OxyContin maker set to plead guilty to 3 charges
DOJ: Purdue Pharma to pay settlement of more than $8B
WASHINGTON — Purdue Pharma, the company that makes OxyContin, the powerful prescription painkiller that experts say helped touch off an opioid epidemic, will plead guilty to three federal criminal charges as part of a settlement of more than $8 billion, Justice Department officials announced Wednesday.
The company will plead guilty to three counts, including conspiracy to defraud the United States and violating federal antikickback laws, the officials said. The resolution will be detailed in a bankruptcy filing in federal court.
The deal does not release any of the company’s executives or owners — members of the wealthy Sackler family — from criminal liability, and a criminal investigation is ongoing. One state attorney general said the agreement fails to hold the Sacklers accountable, while family members said they had acted “ethically and lawfully.”

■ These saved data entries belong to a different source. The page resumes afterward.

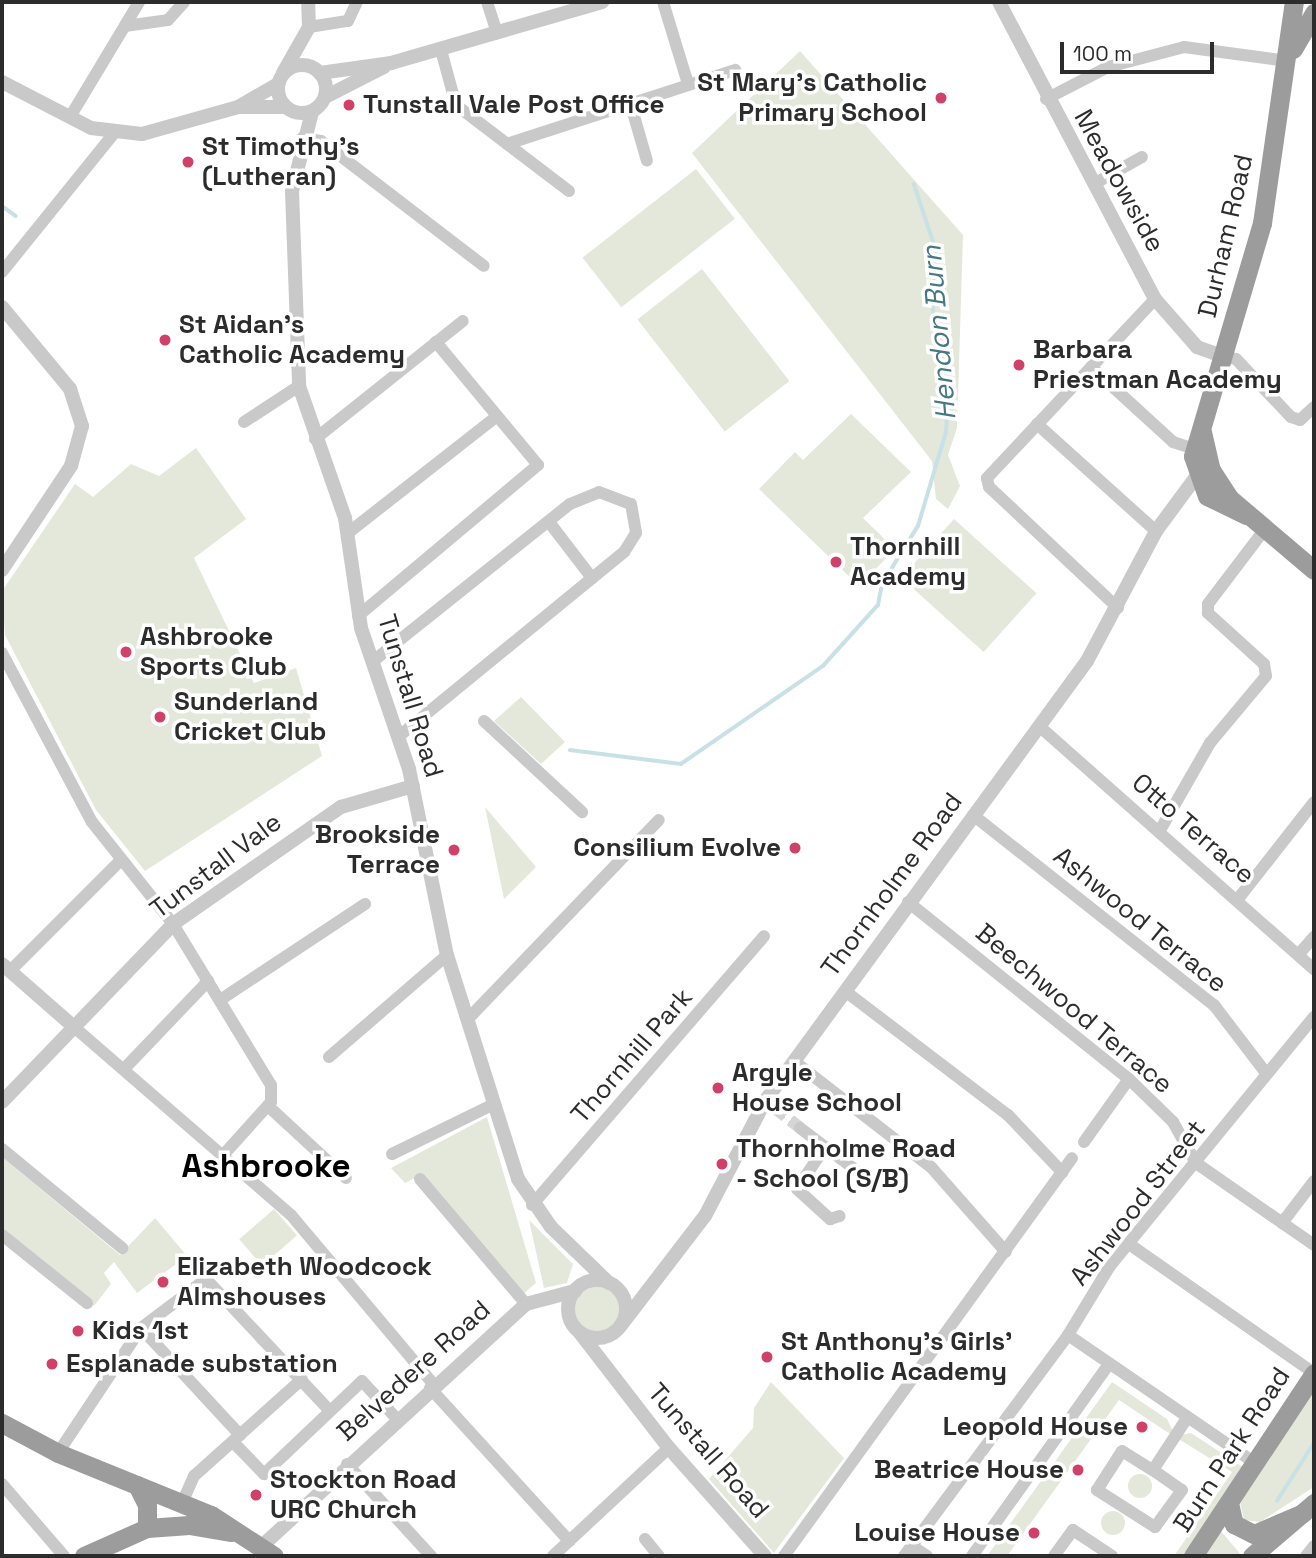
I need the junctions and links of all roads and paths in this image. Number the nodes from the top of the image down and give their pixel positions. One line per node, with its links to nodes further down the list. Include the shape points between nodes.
1 (139, 2): 11 (street)
2 (184, 2): 11 (street, via 168,20)
3 (307, 2): 12 (street)
4 (357, 2): 12 (street, via 348,20)
5 (487, 2): 13 (street)
6 (602, 2): 13 (street)
7 (663, 2): 21 (street)
8 (1001, 2): 23 (street, Meadowside)
9 (1294, 2): 10 (street); 15 (highway, Durham Road)
10 (1314, 13): 15 (highway, Durham Road)
11 (125, 26): 28 (street)
12 (308, 31): 17 (street); 19 (street)
13 (497, 33): 14 (street)
14 (441, 50): 16 (street); 31 (street, via 456,104)
15 (1289, 57): 23 (street, via 1184,47 1108,67); 42 (highway, Durham Road, via 1262,223)
16 (391, 63): 17 (street); 22 (street)
17 (316, 70): 19 (street, via 292,66); 22 (street)
18 (735, 70): 21 (street)
19 (279, 80): 25 (street); 26 (street)
20 (2, 82): 28 (street)
21 (688, 84): 24 (street)
22 (325, 97): 27 (street)
23 (1046, 99): 34 (street, Meadowside)
24 (630, 103): 31 (street); 33 (street)
25 (238, 107): 26 (street); 29 (street, via 162,131)
26 (288, 109): 27 (street); 30 (street)
27 (312, 111): 30 (street, Tunstall Road)
28 (70, 117): 29 (street)
29 (115, 132): 37 (street)
30 (302, 138): 36 (street, via 321,141); 44 (street, Tunstall Road, via 292,191)
31 (507, 144): 35 (street)
32 (1142, 157): 34 (street)
33 (647, 161)
34 (1094, 184): 38 (street, Meadowside)
35 (569, 191)
36 (484, 266)
37 (2, 272)
38 (1156, 299): 42 (street, Meadowside, via 1197,347); 43 (street)
39 (2, 307): 56 (street, via 70,389 82,426 71,466)
40 (463, 321): 41 (street)
41 (436, 342): 46 (street); 49 (street)
42 (1224, 357): 45 (street, via 1236,359 1291,417 1300,420); 50 (highway, Durham Road, via 1202,429)
43 (1091, 367): 48 (street); 50 (street)
44 (299, 386): 47 (street); 49 (street, Tunstall Road)
45 (1314, 407)
46 (497, 416): 55 (street); 60 (street, via 538,465)
47 (244, 422)
48 (1037, 424): 54 (street); 59 (street, via 986,478 989,487)
49 (315, 439): 55 (street, Tunstall Road)
50 (1200, 469): 51 (highway, Durham Road); 51 (highway, Durham Road); 54 (street, Thornholme Road)
51 (1246, 515): 53 (highway, Durham Road)
52 (549, 522): 58 (street); 58 (street, via 588,494 617,494 631,503 636,533); 62 (street)
53 (1265, 529): 57 (highway, Durham Road); 71 (street, via 1208,613 1264,664 1266,676 1210,743)
54 (1156, 531): 59 (street, Thornholme Road)
55 (348, 533): 60 (street, Tunstall Road)
56 (2, 570)
57 (1314, 570)
58 (593, 578): 65 (street)
59 (1118, 608): 64 (street, Thornholme Road)
60 (358, 616): 62 (street, Tunstall Road)
61 (2, 653): 72 (street)
62 (372, 662): 65 (street, Tunstall Road)
63 (484, 721): 68 (street)
64 (1039, 726): 69 (street, Thornholme Road); 71 (street, Otto Terrace)
65 (399, 736): 66 (street, Tunstall Road)
66 (413, 786): 76 (street, Tunstall Vale, via 341,807); 80 (street, Tunstall Road)
67 (1314, 802): 73 (street)
68 (582, 812)
69 (972, 816): 74 (street, Thornholme Road); 92 (street, Ashwood Terrace, via 1214,1005)
70 (659, 820): 87 (street)
71 (1159, 832): 73 (street, Otto Terrace)
72 (118, 863): 76 (street); 81 (street)
73 (1238, 899): 79 (street, Otto Terrace)
74 (908, 902): 84 (street, Thornholme Road); 93 (street, Beechwood Terrace)
75 (365, 904): 85 (street)
76 (173, 924): 83 (street); 88 (street, Tunstall Vale)
77 (764, 936): 110 (street, Thornhill Park)
78 (1314, 937): 79 (street)
79 (1299, 954): 82 (street, Otto Terrace)
80 (447, 955): 87 (street, Tunstall Road); 89 (street)
81 (6, 968): 88 (street)
82 (1314, 969)
83 (208, 981): 85 (street); 91 (street)
84 (845, 991): 90 (street, Thornholme Road); 105 (street, via 1008,1115)
85 (220, 1000): 96 (street, via 271,1085)
86 (1314, 1017): 92 (street, Ashwood Street)
87 (467, 1020): 95 (street, Tunstall Road)
88 (74, 1027): 91 (street); 94 (street, Tunstall Vale)
89 (329, 1056)
90 (795, 1062): 118 (street, via 931,1167); 119 (street, Thornholme Road, via 705,1216)
91 (124, 1069): 101 (street)
92 (1266, 1073): 104 (street, Ashwood Street)
93 (1129, 1079): 98 (street); 104 (street, Beechwood Terrace, via 1173,1122)
94 (4, 1095)
95 (494, 1104): 102 (street); 110 (street, Tunstall Road)
96 (268, 1106): 101 (street); 106 (street)
97 (800, 1128): 99 (street)
98 (1084, 1142)
99 (825, 1147): 107 (street); 111 (street, via 797,1189 830,1219)
100 (2, 1149): 117 (street)
101 (225, 1153): 134 (street, via 291,1215)
102 (392, 1154)
103 (1072, 1158): 105 (street)
104 (1196, 1163): 112 (street); 114 (street, Ashwood Street)
105 (1062, 1172): 118 (street)
106 (346, 1178)
107 (866, 1178)
108 (420, 1179): 124 (street)
109 (1314, 1181): 112 (street)
110 (532, 1205): 116 (street, Tunstall Road)
111 (840, 1216)
112 (1282, 1223): 115 (street)
113 (2, 1235): 123 (street)
114 (1129, 1244): 129 (street, Ashwood Street); 131 (street)
115 (1314, 1245)
116 (570, 1246): 120 (street, Tunstall Road); 121 (street, Tunstall Road)
117 (122, 1248)
118 (1006, 1252): 162 (street)
119 (653, 1285): 120 (street, via 632,1293); 126 (street, Thornholme Road)
120 (613, 1286): 121 (street); 126 (street, via 625,1303)
121 (579, 1288): 122 (street, Belvedere Road); 125 (street)
122 (542, 1297): 124 (street, Belvedere Road); 125 (street)
123 (87, 1303)
124 (526, 1304): 134 (street, Belvedere Road)
125 (569, 1315): 128 (street)
126 (619, 1327): 128 (street, via 599,1338); 132 (street, Tunstall Road, via 606,1356)
127 (141, 1328): 133 (street, via 206,1279); 139 (street); 141 (street)
128 (580, 1333): 132 (street, Tunstall Road)
129 (1068, 1335): 130 (street); 155 (street, Ashwood Street)
130 (1108, 1365): 137 (street); 164 (street)
131 (1314, 1373): 142 (highway, Burn Park Road)
132 (613, 1377): 140 (street, Tunstall Road)
133 (302, 1379): 135 (street); 139 (street)
134 (432, 1386): 136 (street, Belvedere Road); 152 (street)
135 (330, 1411): 136 (street, via 362,1381); 139 (street, via 264,1474)
136 (396, 1418): 143 (street, Belvedere Road)
137 (1187, 1418): 142 (street); 144 (street)
138 (2, 1423): 141 (highway)
139 (236, 1439): 147 (street, via 194,1476)
140 (669, 1448): 152 (street); 161 (street, Tunstall Road)
141 (58, 1453): 146 (highway)
142 (1255, 1463): 148 (highway, Burn Park Road)
143 (346, 1464): 153 (street, Belvedere Road); 158 (street)
144 (1153, 1470): 144 (street, via 1122,1451 1097,1490 1155,1527 1182,1490)
145 (2, 1485): 156 (street)
146 (136, 1485): 147 (highway); 150 (highway, via 147,1504)
147 (182, 1503): 153 (highway)
148 (1229, 1503): 149 (highway, via 1234,1524 1254,1534); 167 (highway, Burn Park Road)
149 (1309, 1508): 168 (highway)
150 (147, 1528): 153 (highway, via 216,1529); 157 (highway)
151 (645, 1539): 160 (street)
152 (569, 1542): 159 (street)
153 (262, 1546)
154 (1314, 1546): 169 (street)
155 (908, 1551): 163 (street)
156 (64, 1556)
157 (84, 1556)
158 (431, 1556)
159 (553, 1556)
160 (659, 1556)
161 (765, 1556)
162 (784, 1556)
163 (927, 1556)
164 (972, 1556)
165 (1054, 1556): 166 (street, via 1073,1530)
166 (1112, 1556)
167 (1194, 1556)
168 (1252, 1556)
169 (1307, 1556)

The settlement is the highest-profile display yet of the federal government seeking to hold a drugmaker responsible for an opioid addiction and overdose crisis linked to more than 470,000 deaths in the country since 2000.
“Purdue deeply regrets and accepts responsibility for the misconduct detailed by the Department of Justice in the agreed statement of facts,” Steve Miller, who became chairman of the company’s board in 2018, said in a statement. No members of the Sackler family remain on that board, though they still own the company.
The deal comes less than two weeks before a presidential election where the opioid epidemic has taken a political back seat to the coronavirus pandemic and other issues.
But to Massachusetts Attorney General Maura Healey, the Justice Department “failed” and she said in a statement that she was not done with either Purdue or the Sacklers. “Justice in this case requires exposing the truth and holding the perpetrators accountable, not rushing a settlement to beat an election,” she said.
As part of the resolution, Purdue is admitting it impeded the Drug Enforcement Administration by falsely representing that it had maintained an effective program to avoid drug diversion and by reporting misleading information to the agency to boost the company’s manufacturing quotas, the officials said.
Purdue is also admitting to violating federal anti-kickback laws by paying doctors, through a speaking program, to induce them to write more prescriptions for the company’s opioids and for using electronic health records software to influence the prescription of pain medication, according to the officials.
Purdue will pay the government $225 million — part of a $2 billion criminal forfeiture. Purdue also faces a $3.54 billion criminal fine, though that money probably will not be fully collected because it will be taken through a bankruptcy, which includes a large number of other creditors. Purdue will also agree to $2.8 billion in damages to resolve its civil liability.